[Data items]
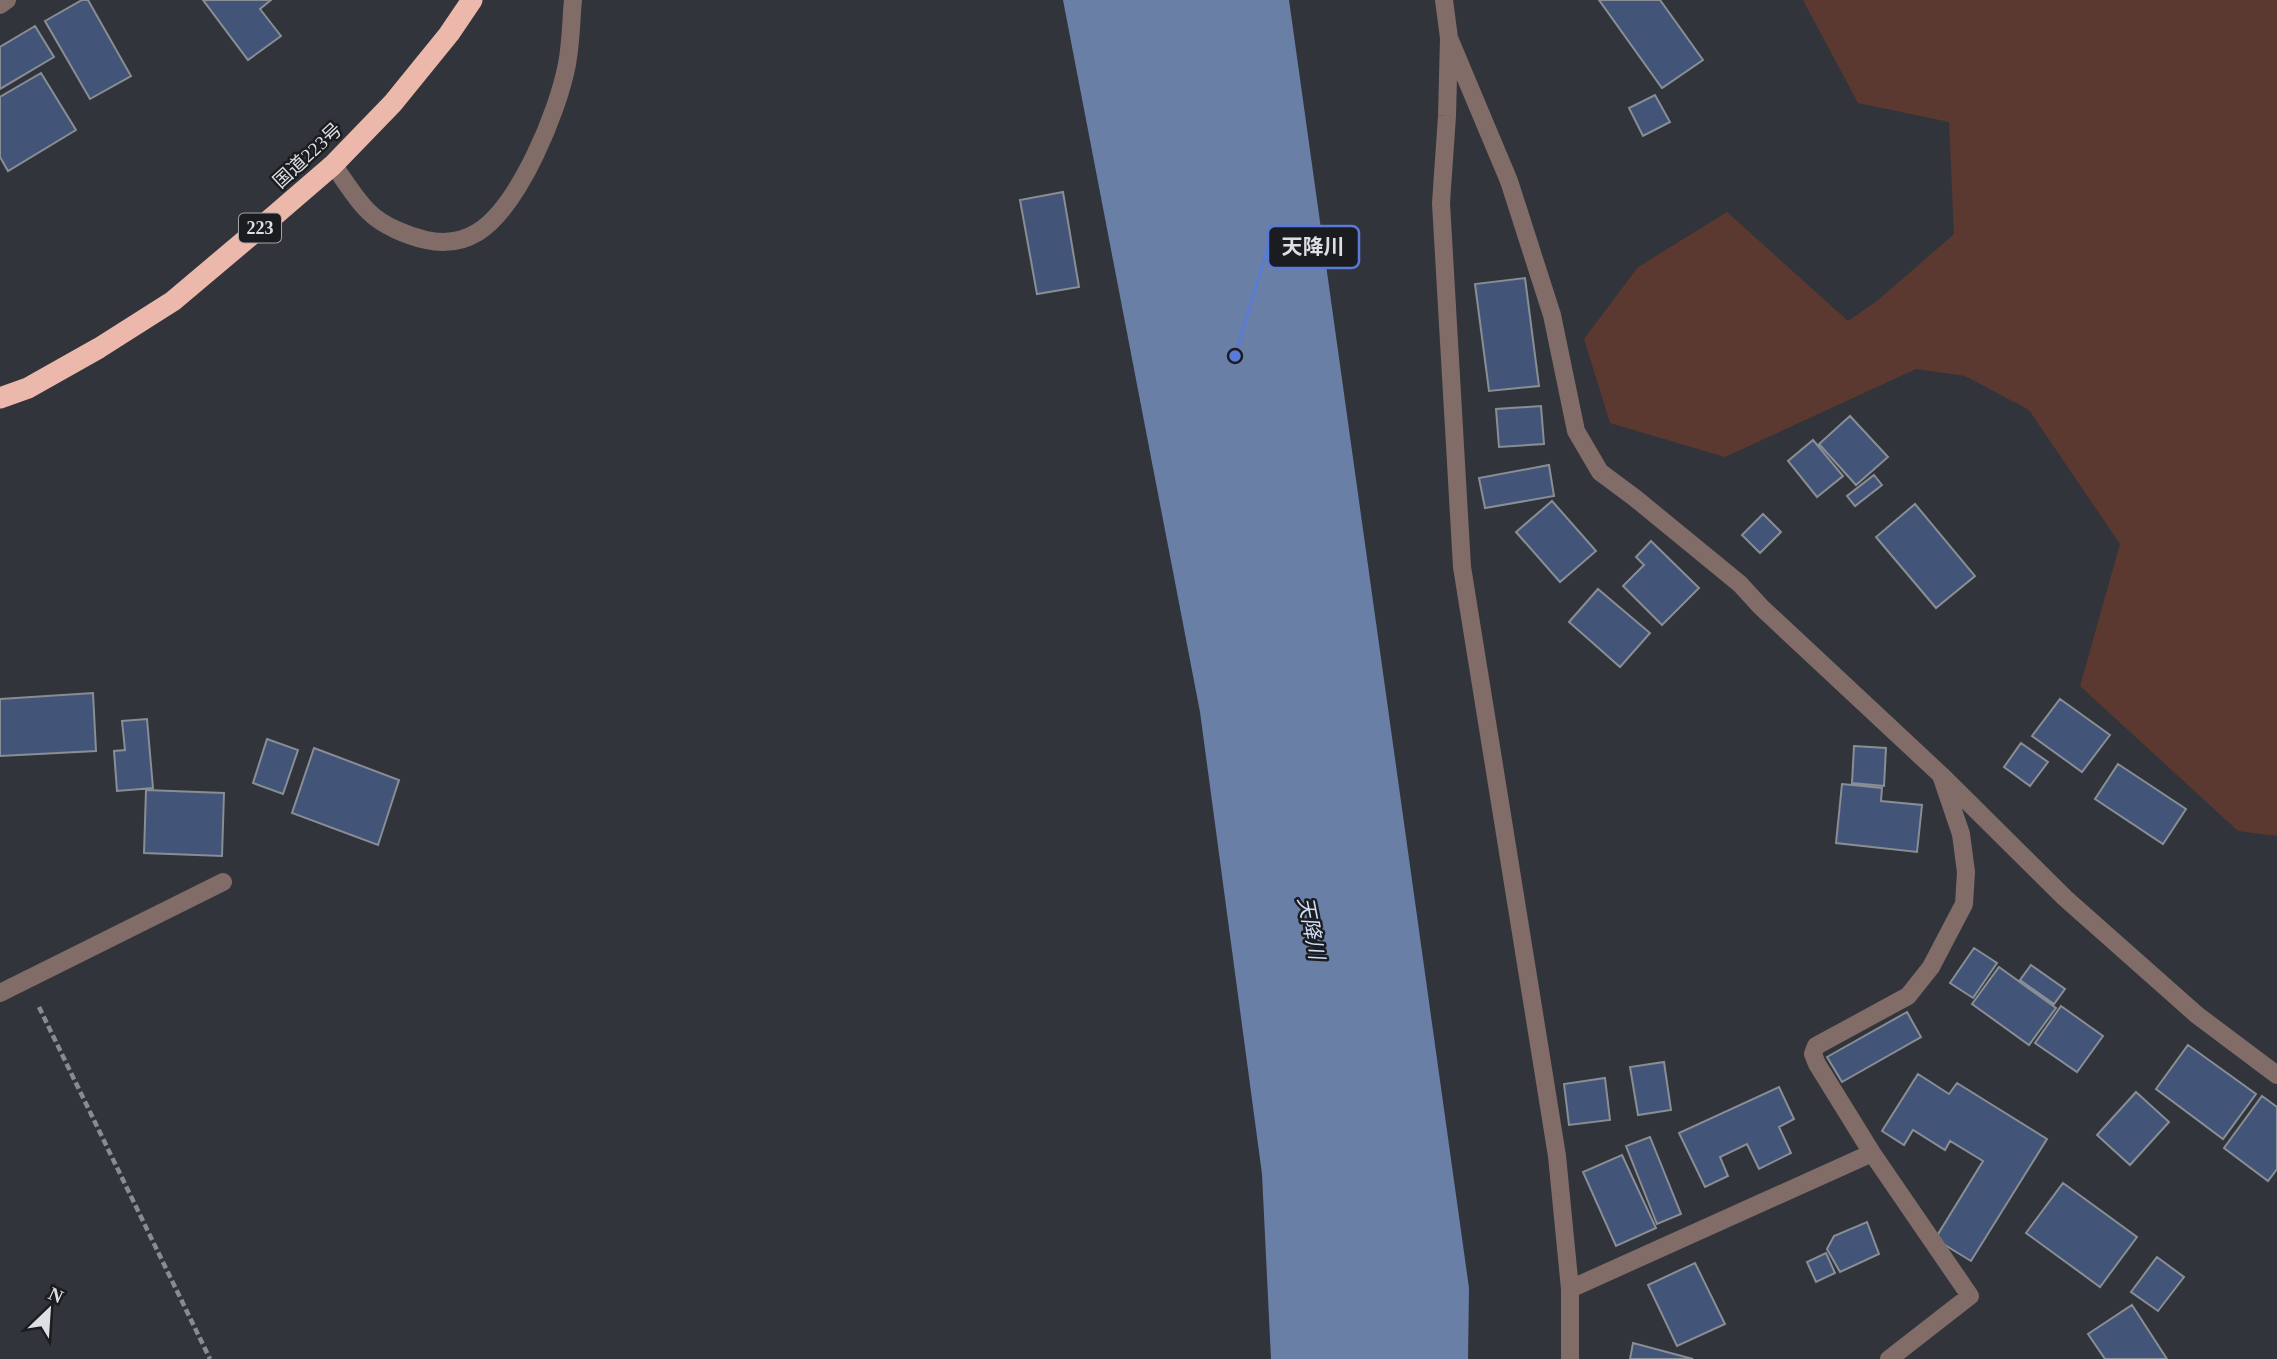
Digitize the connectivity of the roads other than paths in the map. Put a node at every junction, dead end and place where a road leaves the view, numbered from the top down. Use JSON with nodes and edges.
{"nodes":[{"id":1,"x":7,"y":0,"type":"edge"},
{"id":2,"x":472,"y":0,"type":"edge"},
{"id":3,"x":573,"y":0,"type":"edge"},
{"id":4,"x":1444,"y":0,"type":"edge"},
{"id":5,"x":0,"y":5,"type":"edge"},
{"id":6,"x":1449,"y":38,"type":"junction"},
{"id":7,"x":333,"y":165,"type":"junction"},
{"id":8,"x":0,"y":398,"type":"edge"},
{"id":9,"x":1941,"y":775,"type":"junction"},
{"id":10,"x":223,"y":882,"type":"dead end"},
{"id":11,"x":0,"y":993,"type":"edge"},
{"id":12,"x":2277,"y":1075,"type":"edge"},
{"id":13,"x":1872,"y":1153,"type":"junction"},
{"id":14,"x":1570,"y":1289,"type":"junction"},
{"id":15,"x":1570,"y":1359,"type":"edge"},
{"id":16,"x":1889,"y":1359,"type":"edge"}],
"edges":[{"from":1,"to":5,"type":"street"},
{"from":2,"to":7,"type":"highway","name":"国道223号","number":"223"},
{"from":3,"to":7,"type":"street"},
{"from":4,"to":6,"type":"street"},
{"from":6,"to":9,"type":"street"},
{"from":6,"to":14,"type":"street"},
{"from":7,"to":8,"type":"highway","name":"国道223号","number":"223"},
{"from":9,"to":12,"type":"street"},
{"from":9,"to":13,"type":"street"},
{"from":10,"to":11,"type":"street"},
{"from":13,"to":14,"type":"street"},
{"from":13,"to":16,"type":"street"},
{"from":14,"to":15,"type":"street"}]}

What the exercise asks >> Skipping every picture, reproduce the records word for word.

Solution to this task >>
Digitize the connectivity of the roads other than paths in the map. Put a node at every junction, dead end and place where a road leaves the view, numbered from the top down. Use JSON with nodes and edges.
{"nodes":[{"id":1,"x":7,"y":0,"type":"edge"},
{"id":2,"x":472,"y":0,"type":"edge"},
{"id":3,"x":573,"y":0,"type":"edge"},
{"id":4,"x":1444,"y":0,"type":"edge"},
{"id":5,"x":0,"y":5,"type":"edge"},
{"id":6,"x":1449,"y":38,"type":"junction"},
{"id":7,"x":333,"y":165,"type":"junction"},
{"id":8,"x":0,"y":398,"type":"edge"},
{"id":9,"x":1941,"y":775,"type":"junction"},
{"id":10,"x":223,"y":882,"type":"dead end"},
{"id":11,"x":0,"y":993,"type":"edge"},
{"id":12,"x":2277,"y":1075,"type":"edge"},
{"id":13,"x":1872,"y":1153,"type":"junction"},
{"id":14,"x":1570,"y":1289,"type":"junction"},
{"id":15,"x":1570,"y":1359,"type":"edge"},
{"id":16,"x":1889,"y":1359,"type":"edge"}],
"edges":[{"from":1,"to":5,"type":"street"},
{"from":2,"to":7,"type":"highway","name":"国道223号","number":"223"},
{"from":3,"to":7,"type":"street"},
{"from":4,"to":6,"type":"street"},
{"from":6,"to":9,"type":"street"},
{"from":6,"to":14,"type":"street"},
{"from":7,"to":8,"type":"highway","name":"国道223号","number":"223"},
{"from":9,"to":12,"type":"street"},
{"from":9,"to":13,"type":"street"},
{"from":10,"to":11,"type":"street"},
{"from":13,"to":14,"type":"street"},
{"from":13,"to":16,"type":"street"},
{"from":14,"to":15,"type":"street"}]}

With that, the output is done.